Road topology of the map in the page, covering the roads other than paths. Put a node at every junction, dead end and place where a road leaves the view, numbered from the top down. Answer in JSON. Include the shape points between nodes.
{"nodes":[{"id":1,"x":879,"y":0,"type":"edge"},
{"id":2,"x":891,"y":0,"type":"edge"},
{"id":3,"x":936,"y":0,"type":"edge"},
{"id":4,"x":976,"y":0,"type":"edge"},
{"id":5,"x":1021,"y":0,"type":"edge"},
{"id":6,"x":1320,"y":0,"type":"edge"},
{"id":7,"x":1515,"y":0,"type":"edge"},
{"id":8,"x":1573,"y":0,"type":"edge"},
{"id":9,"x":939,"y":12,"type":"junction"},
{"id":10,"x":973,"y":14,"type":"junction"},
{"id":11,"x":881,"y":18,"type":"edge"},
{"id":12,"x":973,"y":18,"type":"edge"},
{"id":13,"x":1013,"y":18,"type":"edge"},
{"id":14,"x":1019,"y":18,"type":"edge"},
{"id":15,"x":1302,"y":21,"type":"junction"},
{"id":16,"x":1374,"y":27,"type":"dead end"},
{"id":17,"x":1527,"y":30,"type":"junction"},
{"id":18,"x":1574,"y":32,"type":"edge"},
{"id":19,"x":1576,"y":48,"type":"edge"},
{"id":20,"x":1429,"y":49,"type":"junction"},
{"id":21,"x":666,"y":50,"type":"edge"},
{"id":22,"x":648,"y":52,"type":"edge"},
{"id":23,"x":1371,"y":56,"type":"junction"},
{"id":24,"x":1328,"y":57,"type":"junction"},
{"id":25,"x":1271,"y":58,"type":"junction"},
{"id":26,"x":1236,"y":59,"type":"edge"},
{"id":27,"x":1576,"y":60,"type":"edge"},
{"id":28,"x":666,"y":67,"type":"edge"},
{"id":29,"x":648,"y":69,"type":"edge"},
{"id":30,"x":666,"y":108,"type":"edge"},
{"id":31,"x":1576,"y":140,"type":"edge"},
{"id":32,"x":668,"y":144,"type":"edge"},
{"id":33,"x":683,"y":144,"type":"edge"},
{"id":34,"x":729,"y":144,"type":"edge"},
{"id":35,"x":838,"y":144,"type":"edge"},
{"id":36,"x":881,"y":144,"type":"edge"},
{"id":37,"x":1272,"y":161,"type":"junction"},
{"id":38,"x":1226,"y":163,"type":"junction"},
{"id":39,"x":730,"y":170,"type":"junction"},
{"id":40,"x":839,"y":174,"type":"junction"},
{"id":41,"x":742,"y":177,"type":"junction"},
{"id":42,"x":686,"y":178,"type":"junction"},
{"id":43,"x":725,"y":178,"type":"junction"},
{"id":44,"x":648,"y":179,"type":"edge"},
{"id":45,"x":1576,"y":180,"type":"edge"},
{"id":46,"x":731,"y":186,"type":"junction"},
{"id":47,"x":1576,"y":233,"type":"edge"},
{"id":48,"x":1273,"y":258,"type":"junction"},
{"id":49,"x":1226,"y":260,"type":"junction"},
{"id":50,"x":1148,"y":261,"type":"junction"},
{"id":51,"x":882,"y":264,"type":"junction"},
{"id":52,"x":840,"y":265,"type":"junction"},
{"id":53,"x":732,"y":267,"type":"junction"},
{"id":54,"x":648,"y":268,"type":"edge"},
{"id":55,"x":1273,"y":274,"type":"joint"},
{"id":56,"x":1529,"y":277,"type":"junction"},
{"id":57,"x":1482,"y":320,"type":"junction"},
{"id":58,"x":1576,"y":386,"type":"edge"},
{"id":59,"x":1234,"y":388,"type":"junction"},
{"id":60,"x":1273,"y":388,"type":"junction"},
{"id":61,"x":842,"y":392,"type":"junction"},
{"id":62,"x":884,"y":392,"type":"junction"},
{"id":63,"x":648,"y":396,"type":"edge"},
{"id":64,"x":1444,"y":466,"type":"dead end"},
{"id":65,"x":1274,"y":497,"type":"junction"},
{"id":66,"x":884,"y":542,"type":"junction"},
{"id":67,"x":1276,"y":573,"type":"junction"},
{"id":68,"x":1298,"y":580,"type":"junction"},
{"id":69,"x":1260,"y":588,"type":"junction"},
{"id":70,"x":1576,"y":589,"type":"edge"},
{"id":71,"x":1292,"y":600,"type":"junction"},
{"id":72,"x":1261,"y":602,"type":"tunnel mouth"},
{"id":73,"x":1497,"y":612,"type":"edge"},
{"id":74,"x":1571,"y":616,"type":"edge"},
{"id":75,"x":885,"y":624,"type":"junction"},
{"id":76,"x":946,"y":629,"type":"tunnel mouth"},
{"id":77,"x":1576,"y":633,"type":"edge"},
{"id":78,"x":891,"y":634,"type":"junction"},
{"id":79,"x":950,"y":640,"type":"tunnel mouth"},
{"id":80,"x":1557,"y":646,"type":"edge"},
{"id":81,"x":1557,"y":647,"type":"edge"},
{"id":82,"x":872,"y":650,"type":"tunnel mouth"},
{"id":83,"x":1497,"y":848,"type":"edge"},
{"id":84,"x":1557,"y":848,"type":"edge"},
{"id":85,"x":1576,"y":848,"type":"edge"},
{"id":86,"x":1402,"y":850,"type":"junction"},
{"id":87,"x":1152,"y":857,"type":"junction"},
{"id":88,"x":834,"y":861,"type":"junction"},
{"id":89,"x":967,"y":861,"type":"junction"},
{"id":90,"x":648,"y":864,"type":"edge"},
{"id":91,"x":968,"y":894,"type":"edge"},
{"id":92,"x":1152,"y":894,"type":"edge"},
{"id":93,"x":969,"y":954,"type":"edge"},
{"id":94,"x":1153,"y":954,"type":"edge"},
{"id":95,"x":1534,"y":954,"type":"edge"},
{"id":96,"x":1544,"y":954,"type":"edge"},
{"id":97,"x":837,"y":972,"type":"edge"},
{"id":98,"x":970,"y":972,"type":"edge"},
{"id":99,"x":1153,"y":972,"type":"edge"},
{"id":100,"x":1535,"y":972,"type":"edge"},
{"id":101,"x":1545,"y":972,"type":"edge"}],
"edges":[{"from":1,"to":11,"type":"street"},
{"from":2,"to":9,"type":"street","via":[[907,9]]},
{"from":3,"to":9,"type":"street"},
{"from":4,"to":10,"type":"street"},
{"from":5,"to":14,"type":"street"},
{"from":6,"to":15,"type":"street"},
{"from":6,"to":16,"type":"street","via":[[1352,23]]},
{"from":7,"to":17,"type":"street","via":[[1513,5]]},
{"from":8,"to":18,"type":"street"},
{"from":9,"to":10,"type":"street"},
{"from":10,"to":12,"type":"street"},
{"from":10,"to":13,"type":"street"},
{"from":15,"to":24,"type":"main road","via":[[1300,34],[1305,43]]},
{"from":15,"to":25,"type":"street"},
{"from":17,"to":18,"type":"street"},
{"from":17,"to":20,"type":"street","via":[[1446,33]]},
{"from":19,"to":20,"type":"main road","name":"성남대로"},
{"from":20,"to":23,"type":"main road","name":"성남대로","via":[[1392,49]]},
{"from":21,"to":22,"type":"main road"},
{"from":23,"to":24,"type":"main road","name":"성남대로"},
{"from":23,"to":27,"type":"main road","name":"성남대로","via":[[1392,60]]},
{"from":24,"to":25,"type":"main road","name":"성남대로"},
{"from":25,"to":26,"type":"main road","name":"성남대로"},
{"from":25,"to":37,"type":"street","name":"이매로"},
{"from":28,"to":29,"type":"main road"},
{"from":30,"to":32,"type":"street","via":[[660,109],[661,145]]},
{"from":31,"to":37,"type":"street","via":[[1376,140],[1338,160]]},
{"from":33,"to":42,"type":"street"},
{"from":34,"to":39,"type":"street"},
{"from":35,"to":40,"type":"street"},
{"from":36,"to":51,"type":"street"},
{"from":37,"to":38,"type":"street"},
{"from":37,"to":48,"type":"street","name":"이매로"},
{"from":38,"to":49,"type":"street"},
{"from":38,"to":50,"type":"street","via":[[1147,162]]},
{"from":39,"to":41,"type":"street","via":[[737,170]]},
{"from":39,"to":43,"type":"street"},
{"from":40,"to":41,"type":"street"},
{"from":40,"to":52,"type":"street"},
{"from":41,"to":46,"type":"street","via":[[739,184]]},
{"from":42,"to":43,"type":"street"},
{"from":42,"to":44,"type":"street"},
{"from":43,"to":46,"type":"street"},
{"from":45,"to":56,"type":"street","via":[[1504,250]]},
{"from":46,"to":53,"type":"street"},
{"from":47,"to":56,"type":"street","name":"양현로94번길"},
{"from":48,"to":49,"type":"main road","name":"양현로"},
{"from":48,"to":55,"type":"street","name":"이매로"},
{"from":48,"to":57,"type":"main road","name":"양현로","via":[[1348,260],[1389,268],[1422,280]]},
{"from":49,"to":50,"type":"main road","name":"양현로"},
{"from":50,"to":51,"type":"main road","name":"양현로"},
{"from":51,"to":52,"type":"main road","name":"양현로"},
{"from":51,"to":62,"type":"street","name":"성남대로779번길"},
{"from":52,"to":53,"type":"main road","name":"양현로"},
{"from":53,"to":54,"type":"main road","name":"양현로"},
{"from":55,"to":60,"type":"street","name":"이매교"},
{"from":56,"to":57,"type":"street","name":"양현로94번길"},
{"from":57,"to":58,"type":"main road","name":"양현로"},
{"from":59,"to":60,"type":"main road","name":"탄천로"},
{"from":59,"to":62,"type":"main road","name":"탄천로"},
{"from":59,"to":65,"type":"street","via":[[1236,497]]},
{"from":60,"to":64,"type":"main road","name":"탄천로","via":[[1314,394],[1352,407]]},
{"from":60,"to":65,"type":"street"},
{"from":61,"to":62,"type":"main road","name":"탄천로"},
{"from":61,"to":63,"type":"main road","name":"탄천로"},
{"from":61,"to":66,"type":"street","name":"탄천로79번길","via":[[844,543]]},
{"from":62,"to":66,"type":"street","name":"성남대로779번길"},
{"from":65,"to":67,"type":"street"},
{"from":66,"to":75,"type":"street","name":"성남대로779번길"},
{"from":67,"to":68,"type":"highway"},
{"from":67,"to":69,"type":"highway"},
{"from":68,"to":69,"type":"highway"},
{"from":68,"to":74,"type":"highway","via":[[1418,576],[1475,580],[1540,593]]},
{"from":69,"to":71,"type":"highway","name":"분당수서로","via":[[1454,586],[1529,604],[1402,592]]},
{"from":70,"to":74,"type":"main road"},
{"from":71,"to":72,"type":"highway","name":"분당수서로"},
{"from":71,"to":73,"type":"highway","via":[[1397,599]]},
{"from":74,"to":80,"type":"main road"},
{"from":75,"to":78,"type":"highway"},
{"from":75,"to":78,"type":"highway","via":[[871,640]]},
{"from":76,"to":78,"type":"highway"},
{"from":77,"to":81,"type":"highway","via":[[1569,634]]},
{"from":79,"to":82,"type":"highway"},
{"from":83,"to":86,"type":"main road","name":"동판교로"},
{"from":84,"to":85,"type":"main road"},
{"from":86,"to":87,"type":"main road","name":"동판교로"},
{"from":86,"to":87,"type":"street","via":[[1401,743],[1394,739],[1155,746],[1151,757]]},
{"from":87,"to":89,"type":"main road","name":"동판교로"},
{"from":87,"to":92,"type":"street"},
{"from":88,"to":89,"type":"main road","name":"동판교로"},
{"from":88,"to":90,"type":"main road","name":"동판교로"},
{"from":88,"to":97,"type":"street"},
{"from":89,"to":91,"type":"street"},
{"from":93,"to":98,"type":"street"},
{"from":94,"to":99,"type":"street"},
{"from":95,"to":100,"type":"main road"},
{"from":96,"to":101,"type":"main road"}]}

==============================

▸ **Instructions for the task**
The word is "동판교로". Copy every line above where it appears.

▸ **Result below**
{"from":83,"to":86,"type":"main road","name":"동판교로"},
{"from":86,"to":87,"type":"main road","name":"동판교로"},
{"from":87,"to":89,"type":"main road","name":"동판교로"},
{"from":88,"to":89,"type":"main road","name":"동판교로"},
{"from":88,"to":90,"type":"main road","name":"동판교로"},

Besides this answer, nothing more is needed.